I would like to use torch.autograd.grad to compute the Jacobian matrix for a batch of input.
Say I have a function y=f(x)
where y
has the same dimension as x
. If I have a batch of input x
, denoted as x₁, x₂, …, xₙ, where the batch size is n
, I want to compute the quantity
∑ᵢ trace(∂f(xᵢ)/∂xᵢ)
Namely for each n x n Jacobian matrix ∂f(xᵢ)/∂xᵢ, I want to compute the trace of this matrix, and then sum up over the data index i
.
Currently I use torch.autograd.grad to compute it in a for loop
import torch
def foo(f: torch.nn.Module, xi: torch.Tensor):
"""
Compute trace(∂f(xᵢ)/∂xᵢ)
Here xi is a single input data, not a batch or data.
"""
xi.requires_grad = True
x_dim = xi.numel()
return torch.autograd.grad(f(xi), xi, grad_outputs = (torch.eye(x_dim),), retain_graph=True, create_graph=True, is_grads_batched=True)[0].trace()
if __name__ == "__main__":
x_batch = torch.tensor([[1, 2.], [3, 4.], [5, 6.]])
f = torch.nn.Sequential(torch.nn.Linear(2, 3), torch.nn.ReLU(), torch.nn.Linear(3, 2))
trace_sum = 0
for i in range(x_batch.shape[0]):
xi = x_batch[i].clone()
xi.requires_grad = True
trace_sum += foo(f, xi)
Is there a way that I don’t need to loop over the input batch dimension through the for loop? Thanks a lot for your kind help in advance!
P.S I also figured that the desired quantity ∑ᵢ trace(∂f(xᵢ)/∂xᵢ) is just
∑ᵢ ∑ⱼ∂f(xᵢ)[j]/∂xᵢ[j]
So should be able to do this
def foo_batch(f: torch.nn.Module, x):
"""
Compute ∑ᵢ trace(∂f(xᵢ)/∂xᵢ)
x is a batch of inputs.
"""
x.requires_grad = True
y = f(x)
y_flat = y.reshape((-1,))
x_flat = x.reshape((-1,))
# This is memory inefficient as it requires a huge identity matrix as grad_outputs.
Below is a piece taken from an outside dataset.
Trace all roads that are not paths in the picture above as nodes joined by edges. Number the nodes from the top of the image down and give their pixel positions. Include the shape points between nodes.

return torch.autograd.grad(y_flat, x_flat, grad_outputs=(torch.eye(x_flat.numel()),), retain_graph=True, create_graph=True, is_grads_batched=True)[0].trace()
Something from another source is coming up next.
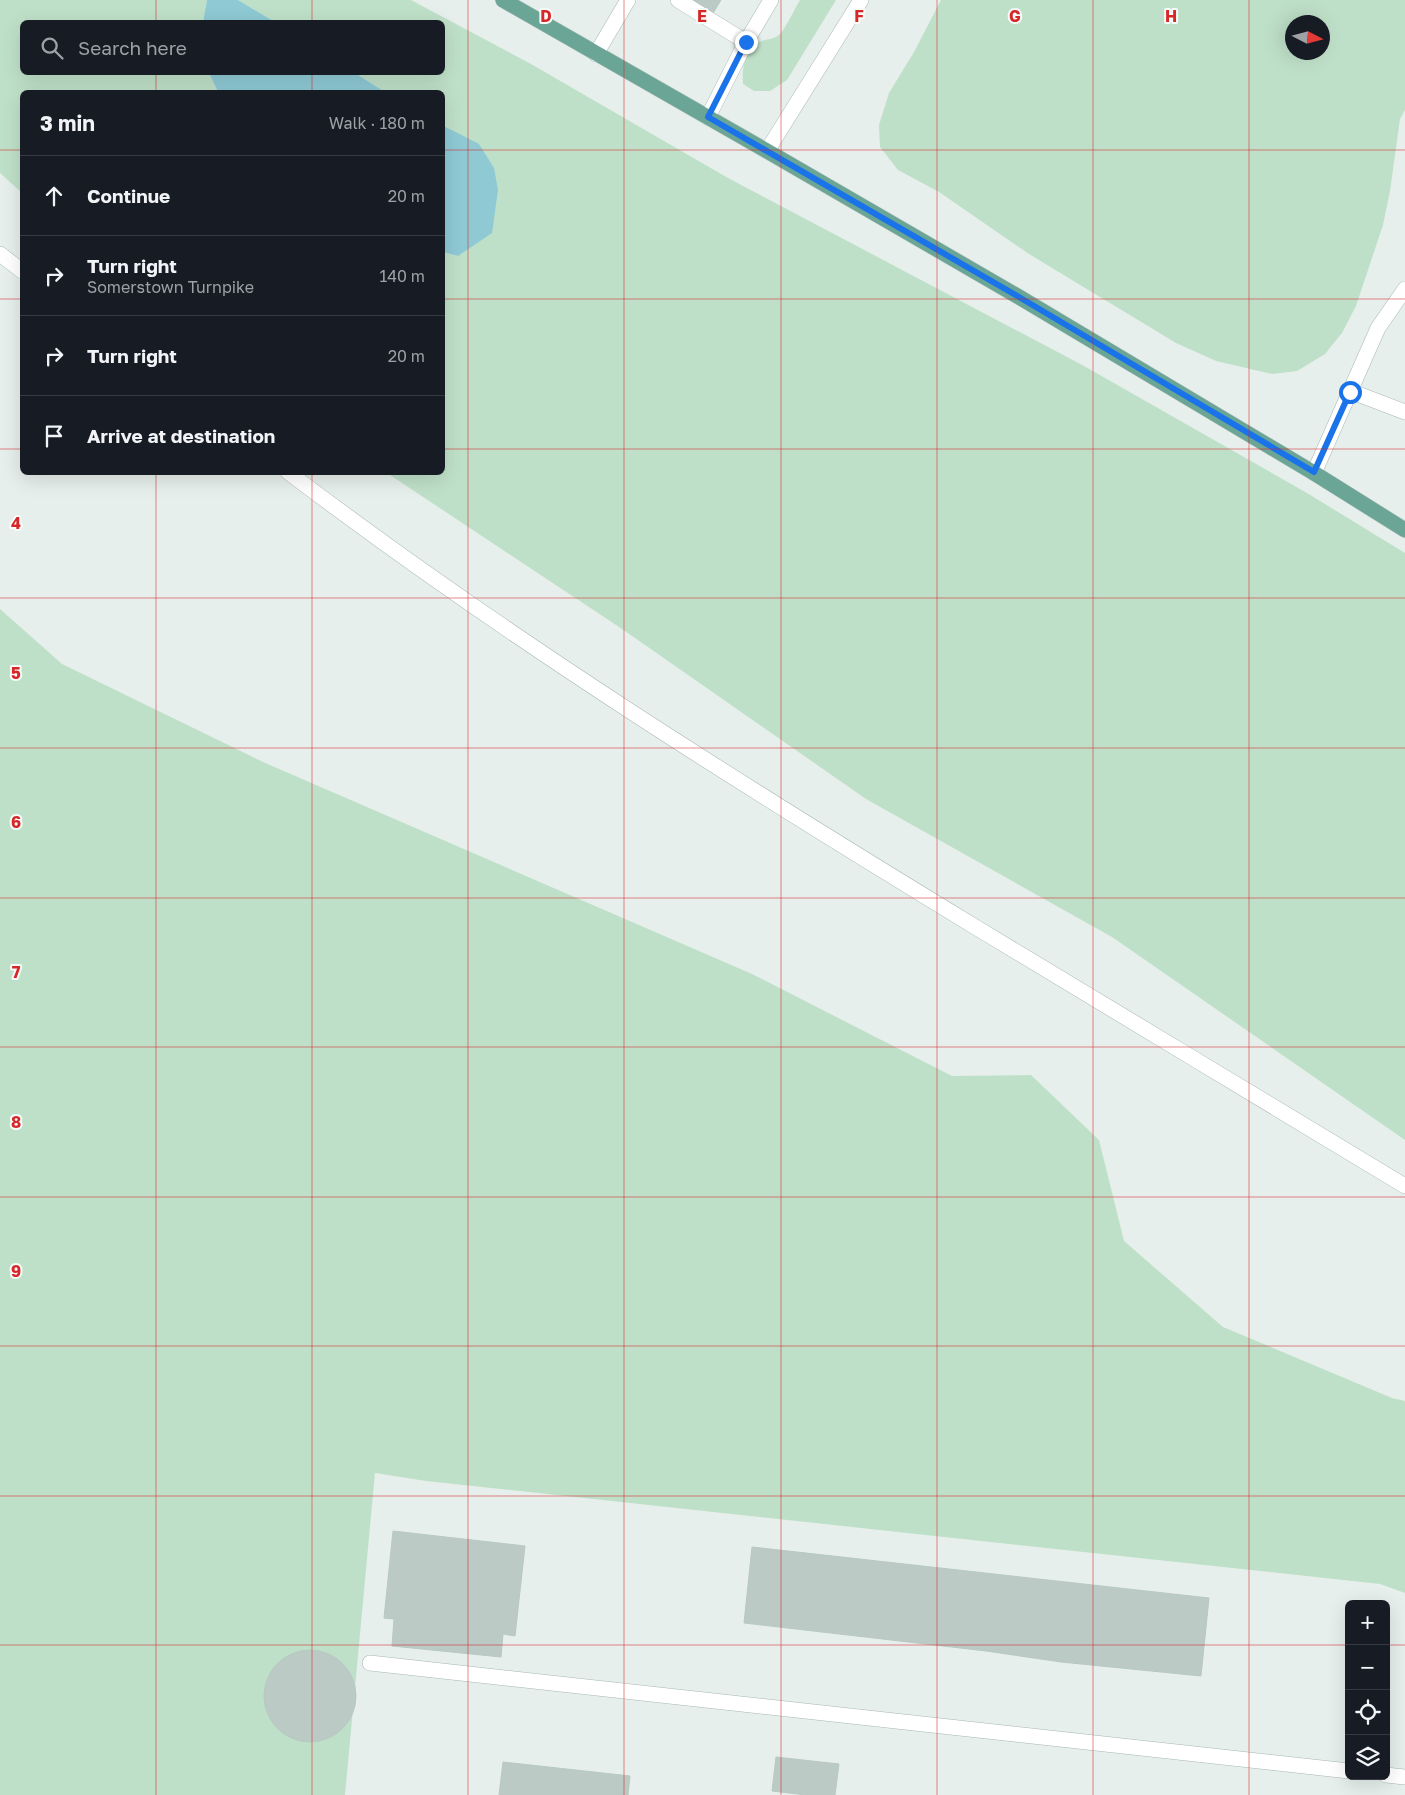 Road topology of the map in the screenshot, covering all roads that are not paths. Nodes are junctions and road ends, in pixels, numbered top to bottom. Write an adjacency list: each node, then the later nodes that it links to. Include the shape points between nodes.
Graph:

if __name__ == "__main__":
x_batch = torch.tensor([[1, 2.], [3, 4.], [5, 6.]])
f = torch.nn.Sequential(torch.nn.Linear(2, 3), torch.nn.ReLU(), torch.nn.Linear(3, 2))
print(foo_batch(f, x_batch))
But when I run this code, I got the runtime error
RuntimeError: One of the differentiated Tensors appears to not have been used in the graph. Set allow_unused=True if this is the desired behavior
I am not sure what this error means, any help would be appreciated.